US Homeland Security Secretary Alejandro Mayorkas said the rhetoric on social media following the killing of healthcare CEO Brian Thompson in New York earlier this month was “deeply troubling.”
“It speaks to what's really going on here in this country, and unfortunately we're seeing that manifest in the violence, the domestic violent extremism that exists,” he told CBS' “Face the Nation” on Sunday.
Some on social media celebrated Luigi Mangione, the man accused of fatally shooting Thompson, and expressed their anger at America's private health insurance companies.
Mayorkas said he was “disturbed by the heroism attributed to the alleged killer of a father of two on the streets of New York.”
Thompson, the 50-year-old CEO of the largest US health insurer United Healthcare, was shot to death outside a Manhattan hotel early on December 4, sparking a massive manhunt for the killer.
Mangione, 26, was arrested days later in Pennsylvania and flown to New York, where he faces federal and state charges, including first-degree murder in furtherance of terrorism.

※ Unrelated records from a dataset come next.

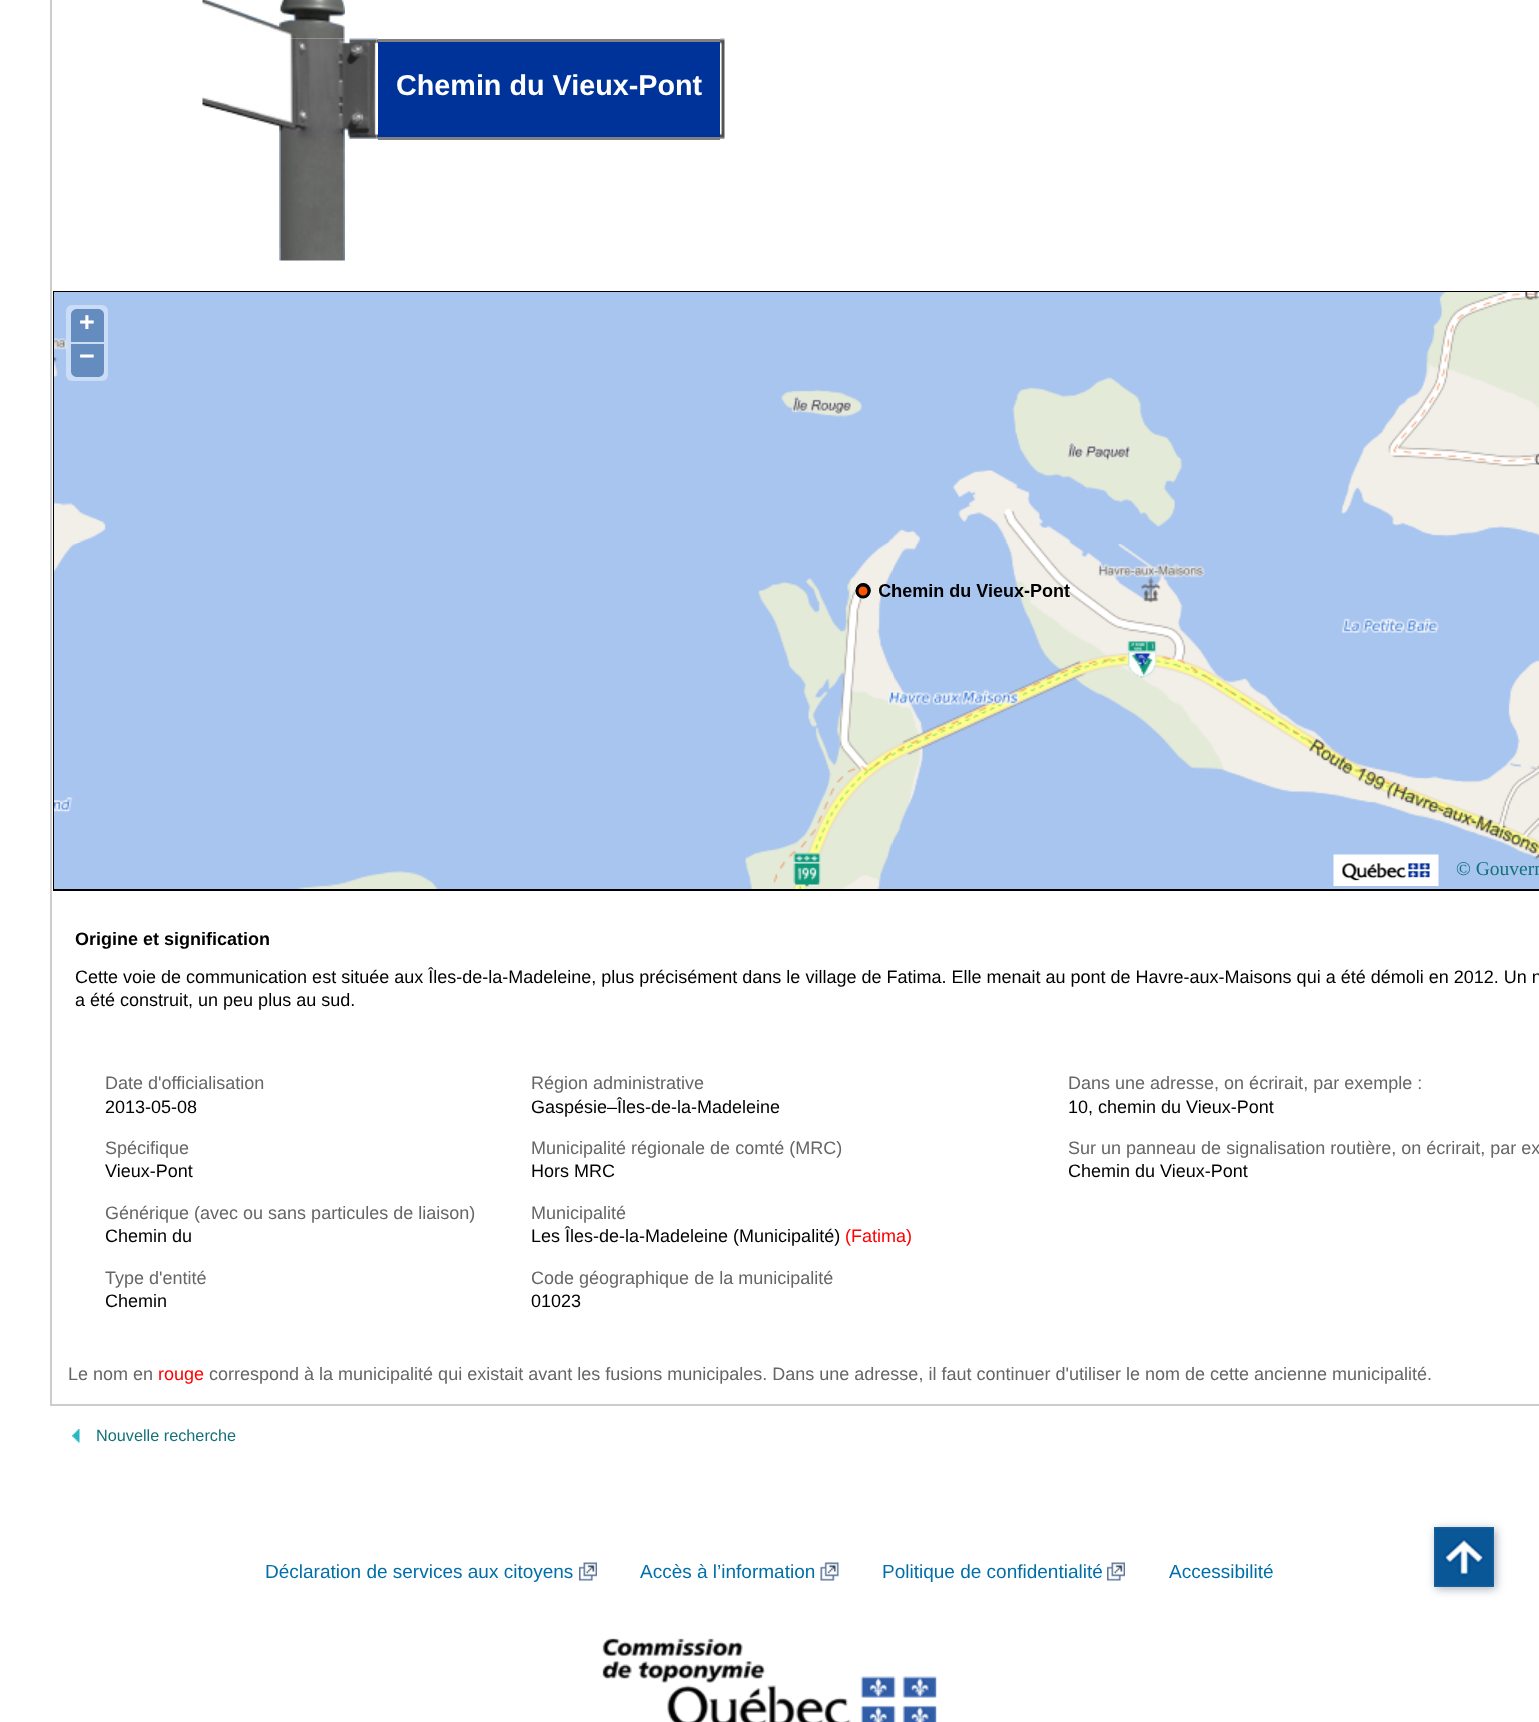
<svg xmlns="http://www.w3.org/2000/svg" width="1539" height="1722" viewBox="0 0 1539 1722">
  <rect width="100%" height="100%" fill="#fff"/>
  <path d="M50 1404h1489v2H50z" fill="#ccc"/>
  <path d="M50 0h2v1406H50z" fill="#ccc"/>
  <image x="202" y="0" width="77" height="32" href="img/1.png"/>
  <image x="279" y="0" width="66" height="39" href="img/2.png"/>
  <image x="279" y="38" width="66" height="101" href="img/3.png"/>
  <image x="345" y="38" width="32" height="101" href="img/4.png"/>
  <image x="376" y="38" width="2" height="101" href="img/5.png"/>
  <path d="M378 42h342v95H378z" fill="#039"/>
  <path d="M378 39h342v3H378z" fill="#808080"/>
  <path d="M378 137h342v3H378z" fill="#808080"/>
  <image x="720" y="38" width="5" height="101" href="img/6.png"/>
  <image x="202" y="97" width="77" height="30" href="img/7.png"/>
  <image x="279" y="139" width="66" height="122" href="img/8.png"/>
  <path d="M54 292h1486v598H54z" fill="none" stroke="#000" stroke-width="2"/>
  <image x="54" y="292" width="71" height="251" href="img/9.png"/>
  <path d="M125 292h384v251H125z" fill="#a8c5f0"/>
  <image x="509" y="292" width="384" height="251" href="img/10.png"/>
  <image x="893" y="292" width="384" height="251" href="img/11.png"/>
  <image x="1277" y="292" width="262" height="251" href="img/12.png"/>
  <image x="54" y="543" width="71" height="346" href="img/13.png"/>
  <image x="125" y="543" width="384" height="346" href="img/14.png"/>
  <image x="509" y="543" width="384" height="346" href="img/15.png"/>
  <image x="892" y="543" width="385" height="346" href="img/16.png"/>
  <image x="1277" y="543" width="262" height="346" href="img/17.png"/>
  <circle cx="863" cy="591" r="6" fill="#f50" stroke="#000" stroke-width="3"/>
  <rect x="66" y="305" width="42" height="76" rx="6" fill="#ffffff66"/>
  <path d="M77 309H98C101.5 309 104 311.5 104 315V342H71V315C71 311.5 73.5 309 77 309Z" fill="#658cbf"/>
  <path d="M71 344H104V371C104 374.5 101.5 377 98 377H77C73.5 377 71 374.5 71 371Z" fill="#658cbf"/>
  <image x="1333" y="854" width="106" height="32" href="img/18.png"/>
  <image x="72" y="1429" width="8" height="14" href="img/19.png"/>
  <image x="579" y="1562" width="18" height="19" href="img/20.png"/>
  <image x="820" y="1562" width="19" height="19" href="img/21.png"/>
  <image x="1107" y="1562" width="18" height="19" href="img/20.png"/>
  <image x="602" y="1638" width="335" height="84" href="img/22.png"/>
  <path d="M1436 1529h60v60H1436z" fill="#22365466" filter="blur(5px)"/>
  <image x="1434" y="1527" width="60" height="60" href="img/23.png"/>
  <text x="396" y="95" font-family="Liberation Sans" font-size="28.75" font-weight="bold" fill="#fff">Chemin du Vieux-Pont</text>
  <g font-family="Liberation Sans" font-size="27" font-weight="bold" fill="#fff">
    <text x="79" y="331">+</text>
    <text x="79" y="365">−</text>
  </g>
  <text x="1456" y="875" font-family="Liberation Serif" font-size="19.5" fill="#13717a">© Gouvern</text>
  <text x="75" y="945" font-family="Liberation Sans" font-size="18" font-weight="bold" fill="#000">Origine et signification</text>
  <g font-family="Liberation Sans" font-size="18" fill="#000">
    <text x="75" y="983">Cette voie de communication est située aux Îles-de-la-Madeleine, plus précisément dans le village de Fatima. Elle menait au pont de Havre-aux-Maisons qui a été démoli en 2012. Un n</text>
    <text x="75" y="1006">a été construit, un peu plus au sud.</text>
  </g>
  <text x="105" y="1089" font-family="Liberation Sans" font-size="18" fill="#666">Date d'officialisation</text>
  <text x="105" y="1113" font-family="Liberation Sans" font-size="18" fill="#000">2013-05-08</text>
  <text x="105" y="1154" font-family="Liberation Sans" font-size="18" fill="#666">Spécifique</text>
  <text x="105" y="1177" font-family="Liberation Sans" font-size="18" fill="#000">Vieux-Pont</text>
  <text x="105" y="1219" font-family="Liberation Sans" font-size="18" fill="#666">Générique (avec ou sans particules de liaison)</text>
  <text x="105" y="1242" font-family="Liberation Sans" font-size="18" fill="#000">Chemin du</text>
  <text x="105" y="1284" font-family="Liberation Sans" font-size="18" fill="#666">Type d'entité</text>
  <text x="105" y="1307" font-family="Liberation Sans" font-size="18" fill="#000">Chemin</text>
  <text x="531" y="1089" font-family="Liberation Sans" font-size="18" fill="#666">Région administrative</text>
  <text x="531" y="1113" font-family="Liberation Sans" font-size="18" fill="#000">Gaspésie–Îles-de-la-Madeleine</text>
  <text x="531" y="1154" font-family="Liberation Sans" font-size="18" fill="#666">Municipalité régionale de comté (MRC)</text>
  <text x="531" y="1177" font-family="Liberation Sans" font-size="18" fill="#000">Hors MRC</text>
  <text x="531" y="1219" font-family="Liberation Sans" font-size="18" fill="#666">Municipalité</text>
  <text x="531" y="1242" font-family="Liberation Sans" font-size="18" fill="#000">Les Îles-de-la-Madeleine (Municipalité)</text>
  <text x="845" y="1242" font-family="Liberation Sans" font-size="18" fill="#f00">(Fatima)</text>
  <text x="531" y="1284" font-family="Liberation Sans" font-size="18" fill="#666">Code géographique de la municipalité</text>
  <text x="531" y="1307" font-family="Liberation Sans" font-size="18" fill="#000">01023</text>
  <text x="1068" y="1089" font-family="Liberation Sans" font-size="18" fill="#666">Dans une adresse, on écrirait, par exemple :</text>
  <text x="1068" y="1113" font-family="Liberation Sans" font-size="18" fill="#000">10, chemin du Vieux-Pont</text>
  <text x="1068" y="1154" font-family="Liberation Sans" font-size="18" fill="#666">Sur un panneau de signalisation routière, on écrirait, par ex</text>
  <text x="1068" y="1177" font-family="Liberation Sans" font-size="18" fill="#000">Chemin du Vieux-Pont</text>
  <text x="68" y="1380" font-family="Liberation Sans" font-size="18" fill="#666">Le nom en</text>
  <text x="158" y="1380" font-family="Liberation Sans" font-size="18" fill="#f00">rouge</text>
  <text x="209" y="1380" font-family="Liberation Sans" font-size="18" fill="#666">correspond à la municipalité qui existait avant les fusions municipales. Dans une adresse, il faut continuer d'utiliser le nom de cette ancienne municipalité.</text>
  <text x="96" y="1441" font-family="Liberation Sans" font-size="16.25" fill="#13717a">Nouvelle recherche</text>
  <g font-family="Liberation Sans" font-size="19" fill="#006fa9">
    <text x="265" y="1578">Déclaration de services aux citoyens</text>
    <text x="640" y="1578">Accès à l’information</text>
    <text x="882" y="1578">Politique de confidentialité</text>
    <text x="1169" y="1578">Accessibilité</text>
  </g>
</svg>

Investigators accuse him of carrying out a targeted killing, citing evidence indicating a long-standing hostility towards the US healthcare sector. On social media, Mangione's support was often accompanied by grievances and complaints with the health insurance industry.
“We have been concerned about rhetoric on social media for some time,” Mayorkas said Sunday. “We saw narratives of hate. We saw narratives of anti-government sentiment. We saw personal grievances in the language of violence.”
Mayorkas, whose Department of Homeland Security is partly responsible for protecting Americans from domestic terrorism, said his department sees a “broad range of narratives” that “drive some individuals to violence.”
“It is something we are very concerned about,” he added. “This is an increased threat environment.”
But the 65-year-old, whose term as head of the ministry will end next month, stressed that Thompson's killing was “individual actions (and) does not reflect American public opinion.”
Mr. Mangione will remain behind bars in New York, where his lawyers said last week that they would not apply for bail. He is being held in federal custody at the Metropolitan Detention Center in Brooklyn, the same facility where Sean “Diddy” Combs is being held.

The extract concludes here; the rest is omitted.